[Records from a collection]
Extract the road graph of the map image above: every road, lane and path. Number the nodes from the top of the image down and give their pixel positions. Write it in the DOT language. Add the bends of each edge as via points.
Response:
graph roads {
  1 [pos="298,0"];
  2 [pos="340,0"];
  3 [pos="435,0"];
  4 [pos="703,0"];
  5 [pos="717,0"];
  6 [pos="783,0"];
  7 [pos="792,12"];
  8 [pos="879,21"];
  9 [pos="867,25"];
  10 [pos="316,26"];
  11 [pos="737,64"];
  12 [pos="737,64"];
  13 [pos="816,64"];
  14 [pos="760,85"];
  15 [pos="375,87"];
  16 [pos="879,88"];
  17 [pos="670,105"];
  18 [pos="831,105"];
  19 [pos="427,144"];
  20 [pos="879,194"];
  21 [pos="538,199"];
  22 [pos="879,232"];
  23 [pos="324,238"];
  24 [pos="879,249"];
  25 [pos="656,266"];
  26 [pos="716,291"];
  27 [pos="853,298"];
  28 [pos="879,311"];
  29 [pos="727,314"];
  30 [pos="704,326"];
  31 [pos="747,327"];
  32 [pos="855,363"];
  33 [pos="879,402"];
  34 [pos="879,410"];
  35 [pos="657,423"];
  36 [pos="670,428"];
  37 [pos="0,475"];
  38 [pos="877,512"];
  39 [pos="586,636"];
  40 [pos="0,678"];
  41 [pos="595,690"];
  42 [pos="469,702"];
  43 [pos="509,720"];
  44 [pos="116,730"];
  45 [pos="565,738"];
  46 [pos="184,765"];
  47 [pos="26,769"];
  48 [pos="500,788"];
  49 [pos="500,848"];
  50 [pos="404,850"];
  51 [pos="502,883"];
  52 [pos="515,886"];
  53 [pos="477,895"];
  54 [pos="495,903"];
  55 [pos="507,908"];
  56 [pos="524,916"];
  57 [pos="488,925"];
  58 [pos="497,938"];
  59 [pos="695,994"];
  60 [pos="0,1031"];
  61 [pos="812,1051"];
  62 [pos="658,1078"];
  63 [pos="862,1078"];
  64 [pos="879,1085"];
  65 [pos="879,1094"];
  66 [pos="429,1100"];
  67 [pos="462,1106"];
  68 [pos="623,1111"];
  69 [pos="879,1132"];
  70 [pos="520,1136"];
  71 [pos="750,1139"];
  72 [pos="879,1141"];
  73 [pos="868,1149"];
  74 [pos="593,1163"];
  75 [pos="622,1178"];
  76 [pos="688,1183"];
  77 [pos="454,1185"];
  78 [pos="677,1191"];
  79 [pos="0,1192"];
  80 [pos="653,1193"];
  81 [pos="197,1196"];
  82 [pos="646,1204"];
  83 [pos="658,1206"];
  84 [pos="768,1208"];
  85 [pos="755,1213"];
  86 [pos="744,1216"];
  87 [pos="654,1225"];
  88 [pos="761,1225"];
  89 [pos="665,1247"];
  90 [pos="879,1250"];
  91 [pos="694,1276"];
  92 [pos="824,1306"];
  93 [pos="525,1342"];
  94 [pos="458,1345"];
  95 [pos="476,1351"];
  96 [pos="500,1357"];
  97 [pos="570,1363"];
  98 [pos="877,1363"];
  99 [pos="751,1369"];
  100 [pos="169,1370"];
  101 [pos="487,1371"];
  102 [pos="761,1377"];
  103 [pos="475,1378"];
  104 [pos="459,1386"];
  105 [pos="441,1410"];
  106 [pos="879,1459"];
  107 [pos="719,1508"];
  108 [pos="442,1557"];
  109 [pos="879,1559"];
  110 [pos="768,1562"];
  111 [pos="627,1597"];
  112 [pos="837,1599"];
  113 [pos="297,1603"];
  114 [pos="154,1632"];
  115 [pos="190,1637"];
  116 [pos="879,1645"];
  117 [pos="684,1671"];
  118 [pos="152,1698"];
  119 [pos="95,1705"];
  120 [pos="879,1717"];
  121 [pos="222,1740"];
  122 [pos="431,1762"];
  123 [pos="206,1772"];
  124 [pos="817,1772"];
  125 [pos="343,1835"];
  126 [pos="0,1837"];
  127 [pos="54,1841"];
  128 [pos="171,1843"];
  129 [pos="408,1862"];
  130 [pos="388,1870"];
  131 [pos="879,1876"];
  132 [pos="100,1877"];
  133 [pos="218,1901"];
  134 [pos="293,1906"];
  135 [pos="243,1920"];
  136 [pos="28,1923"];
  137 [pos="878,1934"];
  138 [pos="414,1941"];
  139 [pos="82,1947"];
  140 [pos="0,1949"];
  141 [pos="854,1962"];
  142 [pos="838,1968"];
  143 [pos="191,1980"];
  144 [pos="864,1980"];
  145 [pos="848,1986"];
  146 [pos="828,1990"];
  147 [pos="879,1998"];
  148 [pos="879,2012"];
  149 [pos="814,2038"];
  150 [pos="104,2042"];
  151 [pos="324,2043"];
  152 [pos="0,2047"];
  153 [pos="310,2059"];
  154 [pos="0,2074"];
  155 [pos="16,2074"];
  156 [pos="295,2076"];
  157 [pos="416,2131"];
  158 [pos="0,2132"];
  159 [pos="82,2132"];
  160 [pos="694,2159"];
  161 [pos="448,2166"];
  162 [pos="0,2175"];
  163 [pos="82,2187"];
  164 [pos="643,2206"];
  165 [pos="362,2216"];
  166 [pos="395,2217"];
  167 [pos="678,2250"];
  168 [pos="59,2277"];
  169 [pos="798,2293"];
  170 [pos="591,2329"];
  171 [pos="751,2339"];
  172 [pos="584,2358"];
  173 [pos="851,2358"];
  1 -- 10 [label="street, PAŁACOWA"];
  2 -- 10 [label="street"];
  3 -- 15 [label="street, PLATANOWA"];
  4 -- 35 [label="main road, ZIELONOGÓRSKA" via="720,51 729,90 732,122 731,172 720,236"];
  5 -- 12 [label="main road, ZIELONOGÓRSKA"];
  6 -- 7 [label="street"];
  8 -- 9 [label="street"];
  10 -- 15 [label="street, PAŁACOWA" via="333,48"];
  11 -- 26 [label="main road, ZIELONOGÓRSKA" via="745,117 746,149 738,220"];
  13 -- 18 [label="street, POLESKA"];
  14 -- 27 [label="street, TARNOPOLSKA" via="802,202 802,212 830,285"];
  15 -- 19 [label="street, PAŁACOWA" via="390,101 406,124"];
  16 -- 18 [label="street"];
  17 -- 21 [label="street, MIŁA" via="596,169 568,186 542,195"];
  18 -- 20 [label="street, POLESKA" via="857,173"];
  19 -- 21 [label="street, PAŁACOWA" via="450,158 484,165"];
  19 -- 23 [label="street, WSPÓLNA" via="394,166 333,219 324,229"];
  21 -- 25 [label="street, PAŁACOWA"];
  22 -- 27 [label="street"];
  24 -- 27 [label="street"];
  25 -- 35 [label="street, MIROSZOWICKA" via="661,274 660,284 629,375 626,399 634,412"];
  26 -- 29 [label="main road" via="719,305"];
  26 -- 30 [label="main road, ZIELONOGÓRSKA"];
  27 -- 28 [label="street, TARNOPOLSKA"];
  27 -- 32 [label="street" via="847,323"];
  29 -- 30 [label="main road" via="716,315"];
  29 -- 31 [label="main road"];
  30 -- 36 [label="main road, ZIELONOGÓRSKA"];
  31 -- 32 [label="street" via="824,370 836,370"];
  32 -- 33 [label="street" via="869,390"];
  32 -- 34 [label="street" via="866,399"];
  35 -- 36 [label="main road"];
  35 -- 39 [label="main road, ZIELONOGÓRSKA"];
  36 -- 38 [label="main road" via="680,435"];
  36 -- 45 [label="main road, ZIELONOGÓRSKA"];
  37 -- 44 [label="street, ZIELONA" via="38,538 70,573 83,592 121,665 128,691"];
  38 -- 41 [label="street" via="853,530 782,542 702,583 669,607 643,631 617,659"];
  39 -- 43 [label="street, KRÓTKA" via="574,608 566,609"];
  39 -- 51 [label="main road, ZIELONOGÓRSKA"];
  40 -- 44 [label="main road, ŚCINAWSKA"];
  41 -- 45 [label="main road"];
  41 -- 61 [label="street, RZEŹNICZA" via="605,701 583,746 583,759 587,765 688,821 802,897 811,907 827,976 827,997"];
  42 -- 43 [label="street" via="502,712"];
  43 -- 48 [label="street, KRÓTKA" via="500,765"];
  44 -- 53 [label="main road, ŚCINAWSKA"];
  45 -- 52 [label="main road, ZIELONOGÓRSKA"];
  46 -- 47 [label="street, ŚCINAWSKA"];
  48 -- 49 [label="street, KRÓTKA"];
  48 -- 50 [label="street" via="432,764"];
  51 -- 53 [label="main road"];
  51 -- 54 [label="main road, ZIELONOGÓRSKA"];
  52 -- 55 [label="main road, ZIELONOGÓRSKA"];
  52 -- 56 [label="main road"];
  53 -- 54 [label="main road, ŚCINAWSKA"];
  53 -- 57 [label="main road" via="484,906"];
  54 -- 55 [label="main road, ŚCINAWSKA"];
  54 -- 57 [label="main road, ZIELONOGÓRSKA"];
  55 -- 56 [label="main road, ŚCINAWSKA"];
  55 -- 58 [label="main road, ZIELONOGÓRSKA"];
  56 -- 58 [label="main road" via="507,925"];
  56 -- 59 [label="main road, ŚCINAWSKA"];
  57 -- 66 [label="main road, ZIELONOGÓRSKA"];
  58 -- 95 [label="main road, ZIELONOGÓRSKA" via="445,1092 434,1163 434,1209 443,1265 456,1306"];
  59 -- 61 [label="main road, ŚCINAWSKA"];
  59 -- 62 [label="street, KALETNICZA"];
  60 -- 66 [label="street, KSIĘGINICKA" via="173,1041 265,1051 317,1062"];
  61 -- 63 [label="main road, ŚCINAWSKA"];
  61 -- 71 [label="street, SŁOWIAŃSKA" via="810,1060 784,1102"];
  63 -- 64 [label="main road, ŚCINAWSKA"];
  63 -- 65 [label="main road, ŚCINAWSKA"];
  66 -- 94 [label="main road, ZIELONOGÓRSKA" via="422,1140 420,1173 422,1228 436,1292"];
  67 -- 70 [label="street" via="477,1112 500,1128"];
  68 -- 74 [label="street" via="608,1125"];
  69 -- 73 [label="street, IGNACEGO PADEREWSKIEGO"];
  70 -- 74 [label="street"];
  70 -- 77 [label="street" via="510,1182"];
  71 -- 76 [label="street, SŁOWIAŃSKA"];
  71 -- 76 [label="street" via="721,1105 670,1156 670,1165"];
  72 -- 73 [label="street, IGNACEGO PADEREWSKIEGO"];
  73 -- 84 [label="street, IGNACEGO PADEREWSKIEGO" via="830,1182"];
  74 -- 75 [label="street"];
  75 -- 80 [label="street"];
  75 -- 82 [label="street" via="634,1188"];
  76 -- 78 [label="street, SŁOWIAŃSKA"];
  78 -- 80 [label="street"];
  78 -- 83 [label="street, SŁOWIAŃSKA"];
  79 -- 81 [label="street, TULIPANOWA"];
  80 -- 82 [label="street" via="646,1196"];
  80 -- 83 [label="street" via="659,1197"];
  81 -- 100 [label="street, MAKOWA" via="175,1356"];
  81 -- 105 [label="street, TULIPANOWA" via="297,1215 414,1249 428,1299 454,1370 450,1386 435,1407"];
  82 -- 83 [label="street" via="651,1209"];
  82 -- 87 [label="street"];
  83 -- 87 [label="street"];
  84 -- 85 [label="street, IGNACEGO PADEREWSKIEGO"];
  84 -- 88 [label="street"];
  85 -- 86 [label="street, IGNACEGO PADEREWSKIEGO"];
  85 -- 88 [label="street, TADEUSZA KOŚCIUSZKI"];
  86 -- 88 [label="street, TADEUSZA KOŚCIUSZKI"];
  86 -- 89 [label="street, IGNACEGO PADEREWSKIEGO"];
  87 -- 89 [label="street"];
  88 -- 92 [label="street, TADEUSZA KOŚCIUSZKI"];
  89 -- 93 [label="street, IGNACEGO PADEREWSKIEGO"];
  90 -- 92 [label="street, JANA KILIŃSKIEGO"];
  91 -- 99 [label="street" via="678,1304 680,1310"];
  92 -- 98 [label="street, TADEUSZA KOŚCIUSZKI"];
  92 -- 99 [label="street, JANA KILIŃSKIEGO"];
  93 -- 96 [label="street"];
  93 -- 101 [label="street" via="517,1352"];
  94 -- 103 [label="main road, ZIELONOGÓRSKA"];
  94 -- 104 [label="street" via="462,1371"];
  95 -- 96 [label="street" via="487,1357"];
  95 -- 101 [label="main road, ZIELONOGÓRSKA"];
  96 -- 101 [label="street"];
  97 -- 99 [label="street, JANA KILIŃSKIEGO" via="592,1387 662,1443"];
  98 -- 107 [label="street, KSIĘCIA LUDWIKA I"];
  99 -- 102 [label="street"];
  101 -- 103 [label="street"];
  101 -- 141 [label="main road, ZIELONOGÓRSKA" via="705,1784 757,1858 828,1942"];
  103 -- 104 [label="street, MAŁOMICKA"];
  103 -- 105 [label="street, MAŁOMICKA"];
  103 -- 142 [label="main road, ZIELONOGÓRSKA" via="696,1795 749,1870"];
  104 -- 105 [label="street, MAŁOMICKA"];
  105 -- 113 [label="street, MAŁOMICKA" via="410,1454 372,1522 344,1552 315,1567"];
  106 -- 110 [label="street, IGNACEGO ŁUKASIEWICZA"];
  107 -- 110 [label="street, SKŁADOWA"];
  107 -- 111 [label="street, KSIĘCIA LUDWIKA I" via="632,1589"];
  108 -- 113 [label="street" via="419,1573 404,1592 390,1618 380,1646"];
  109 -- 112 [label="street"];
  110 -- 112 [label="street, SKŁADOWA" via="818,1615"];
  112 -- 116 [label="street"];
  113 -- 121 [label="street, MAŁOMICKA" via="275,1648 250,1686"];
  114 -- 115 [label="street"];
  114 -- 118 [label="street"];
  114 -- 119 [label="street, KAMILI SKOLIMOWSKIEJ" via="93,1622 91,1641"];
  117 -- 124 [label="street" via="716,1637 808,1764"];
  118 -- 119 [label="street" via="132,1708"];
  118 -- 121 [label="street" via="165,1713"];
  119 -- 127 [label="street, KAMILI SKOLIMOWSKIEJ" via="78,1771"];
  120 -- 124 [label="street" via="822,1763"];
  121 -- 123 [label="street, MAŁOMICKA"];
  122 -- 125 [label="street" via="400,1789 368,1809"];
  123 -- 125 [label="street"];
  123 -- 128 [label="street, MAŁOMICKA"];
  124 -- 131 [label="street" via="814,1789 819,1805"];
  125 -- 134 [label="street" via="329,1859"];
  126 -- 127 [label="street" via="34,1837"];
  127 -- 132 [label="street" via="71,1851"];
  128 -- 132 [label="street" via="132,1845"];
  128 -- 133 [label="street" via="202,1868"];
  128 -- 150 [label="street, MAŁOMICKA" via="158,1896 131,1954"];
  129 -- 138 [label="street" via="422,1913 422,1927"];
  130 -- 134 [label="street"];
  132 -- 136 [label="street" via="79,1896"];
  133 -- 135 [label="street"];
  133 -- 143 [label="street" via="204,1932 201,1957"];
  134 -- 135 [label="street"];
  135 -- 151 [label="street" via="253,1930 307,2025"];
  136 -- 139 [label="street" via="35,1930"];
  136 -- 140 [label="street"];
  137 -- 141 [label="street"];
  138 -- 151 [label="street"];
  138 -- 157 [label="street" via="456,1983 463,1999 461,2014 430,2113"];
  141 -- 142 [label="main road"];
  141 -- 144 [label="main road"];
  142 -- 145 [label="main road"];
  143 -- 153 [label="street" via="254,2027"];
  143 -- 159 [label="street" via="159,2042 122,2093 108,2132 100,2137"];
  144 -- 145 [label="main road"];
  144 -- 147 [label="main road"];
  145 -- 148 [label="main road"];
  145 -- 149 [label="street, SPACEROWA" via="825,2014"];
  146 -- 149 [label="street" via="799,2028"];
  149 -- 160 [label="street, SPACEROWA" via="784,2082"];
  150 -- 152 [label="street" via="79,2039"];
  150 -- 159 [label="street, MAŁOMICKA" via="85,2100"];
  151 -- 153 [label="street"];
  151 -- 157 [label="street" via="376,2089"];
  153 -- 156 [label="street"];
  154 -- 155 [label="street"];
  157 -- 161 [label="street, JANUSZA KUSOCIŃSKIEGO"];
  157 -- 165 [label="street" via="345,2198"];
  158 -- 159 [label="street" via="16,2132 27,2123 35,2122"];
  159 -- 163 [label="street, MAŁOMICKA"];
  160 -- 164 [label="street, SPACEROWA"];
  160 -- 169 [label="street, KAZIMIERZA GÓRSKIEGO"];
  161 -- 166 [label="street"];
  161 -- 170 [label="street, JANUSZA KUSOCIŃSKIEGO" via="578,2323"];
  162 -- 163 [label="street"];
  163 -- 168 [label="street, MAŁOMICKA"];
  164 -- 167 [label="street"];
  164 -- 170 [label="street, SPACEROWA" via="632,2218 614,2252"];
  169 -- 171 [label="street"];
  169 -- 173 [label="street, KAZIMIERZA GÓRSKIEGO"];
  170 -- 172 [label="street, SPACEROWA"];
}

- Task objective
Only lines holding the word "KSIĘCIA" are wanted, so copy each of them from the records above.

- Answer
  98 -- 107 [label="street, KSIĘCIA LUDWIKA I"];
  107 -- 111 [label="street, KSIĘCIA LUDWIKA I" via="632,1589"];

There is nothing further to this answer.